The Group's corporate culture is based on trust, openness and communication and strong ethical principles. The Board has established a range of processes and policies to underpin its desired culture. Health & Safety is the first agenda item for every Board meeting and the Company has formal policies in place covering Share Dealing, Anti-Bribery & Corruption, Anti-Tax Evasion and Anti-Modern Slavery, together with a Code of Conduct and Whistle Blowing Policy.

QCA Principle

9. Maintain governance structures and processes that are fit for purpose and support good decision making by the Board.

Application

The Company should maintain governance structures and processes in line with its corporate culture and appropriate to its:

  • Size and complexity; and
  • Capacity, appetite and tolerance for risk.

The governance structures should evolve over time in parallel with its objectives, strategy and business model to reflect the development of the Company.

Disclosure

The Board has overall responsibility for promoting the success of the Group. The Executive Directors have day-to-day responsibility for the operational management of the Group's activities. The Non-Executive Directors are responsible for bringing independent and objective judgment to Board decisions.

There is a clear division of responsibilities at the head of the Company between the running of the Board and the running of the Group's operations.

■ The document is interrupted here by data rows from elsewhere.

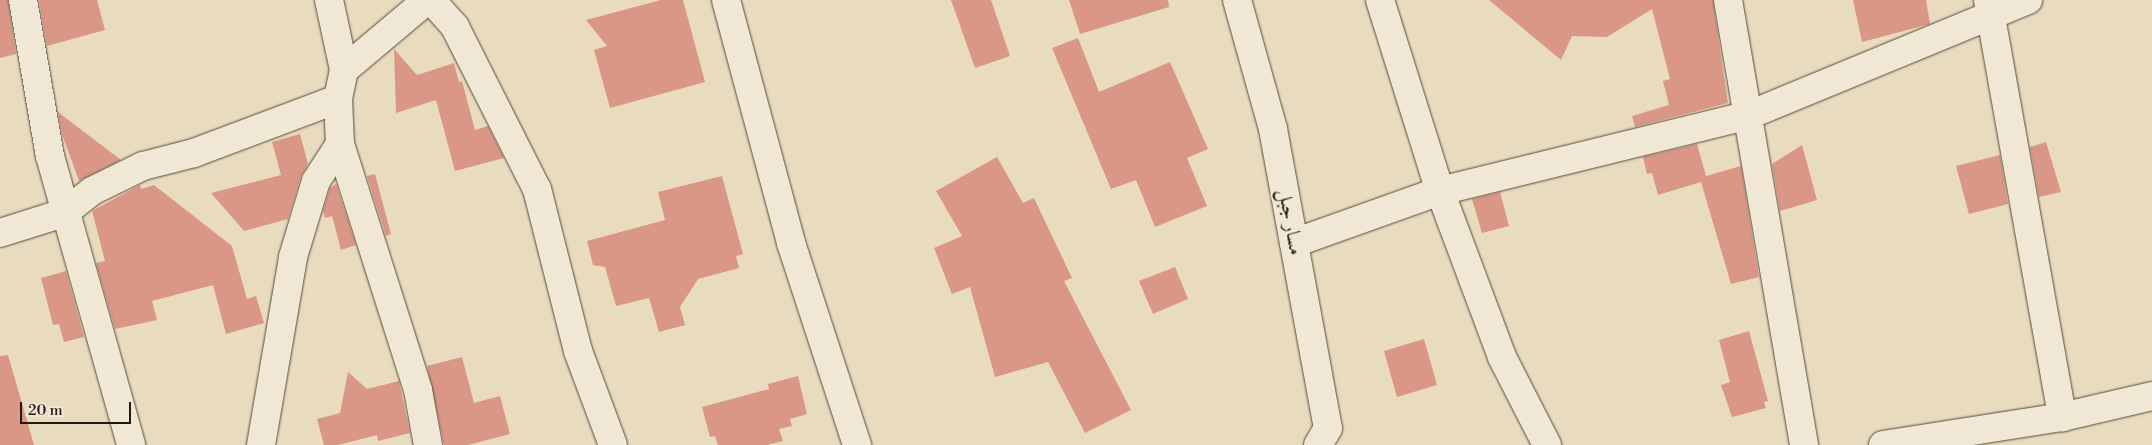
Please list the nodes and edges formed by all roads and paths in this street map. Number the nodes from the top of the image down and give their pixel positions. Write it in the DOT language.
graph roads {
  1 [pos="23,0"];
  2 [pos="329,0"];
  3 [pos="429,0"];
  4 [pos="726,0"];
  5 [pos="1237,0"];
  6 [pos="1380,0"];
  7 [pos="1728,0"];
  8 [pos="2028,0"];
  9 [pos="1990,7"];
  10 [pos="344,70"];
  11 [pos="338,99"];
  12 [pos="1749,115"];
  13 [pos="340,144"];
  14 [pos="1440,190"];
  15 [pos="64,213"];
  16 [pos="0,233"];
  17 [pos="1294,243"];
  18 [pos="2152,396"];
  19 [pos="2062,417"];
  20 [pos="131,445"];
  21 [pos="261,445"];
  22 [pos="428,445"];
  23 [pos="613,445"];
  24 [pos="857,445"];
  25 [pos="1318,445"];
  26 [pos="1547,445"];
  27 [pos="1804,445"];
  28 [pos="1883,445"];
  1 -- 15 [label="street"];
  2 -- 10 [label="street"];
  3 -- 10 [label="street"];
  3 -- 23 [label="street"];
  4 -- 24 [label="street"];
  5 -- 17 [label="street, مسار جبل"];
  6 -- 14 [label="street"];
  7 -- 12 [label="street"];
  8 -- 9 [label="street"];
  9 -- 12 [label="street"];
  9 -- 19 [label="street"];
  10 -- 11 [label="street"];
  11 -- 13 [label="street"];
  11 -- 15 [label="street"];
  12 -- 14 [label="street"];
  12 -- 27 [label="street"];
  13 -- 21 [label="street"];
  13 -- 22 [label="street"];
  14 -- 17 [label="street"];
  14 -- 26 [label="street"];
  15 -- 16 [label="street"];
  15 -- 20 [label="street"];
  17 -- 25 [label="street, مسار جبل"];
  18 -- 19 [label="street"];
  19 -- 28 [label="street"];
}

The role of the Chairman is to manage the Board in the best interests of its stakeholders, ensuring that shareholders' views are communicated to the Board and that the Non-executive Directors are properly briefed on matters, and to be responsible for the Board's integrity and effectiveness, ensuring that no individual or group dominates the Board's decision-making. The Chairman has overall responsibility for corporate governance matters in the Group.

BUILD TRUST

QCA Principle

10. Communicate how the Company is governed and is performing by maintaining a dialogue with shareholders and other relevant stakeholders.

Application

A healthy dialogue should exist between the Board and all of its stakeholders, including shareholders, to enable all interested parties to come to informed decisions about the Company.

In particular, appropriate communication and reporting structures should exist between the Board and all constituent parts of its shareholder base. This will assist:

  • The communication of shareholders' views to the Board; and
  • The shareholders' understanding of the unique circumstances and constraints faced by the Company. It should be clear where these communication practices are described (annual report or website).
Disclosure

As explained under Principle 2 the Group recognises the importance of providing stakeholders and shareholders with clear and transparent information on its financial performance position and prospects. It will do this through its Annual Report and Accounts, AGM, interim results, RNS announcements and its website more generally.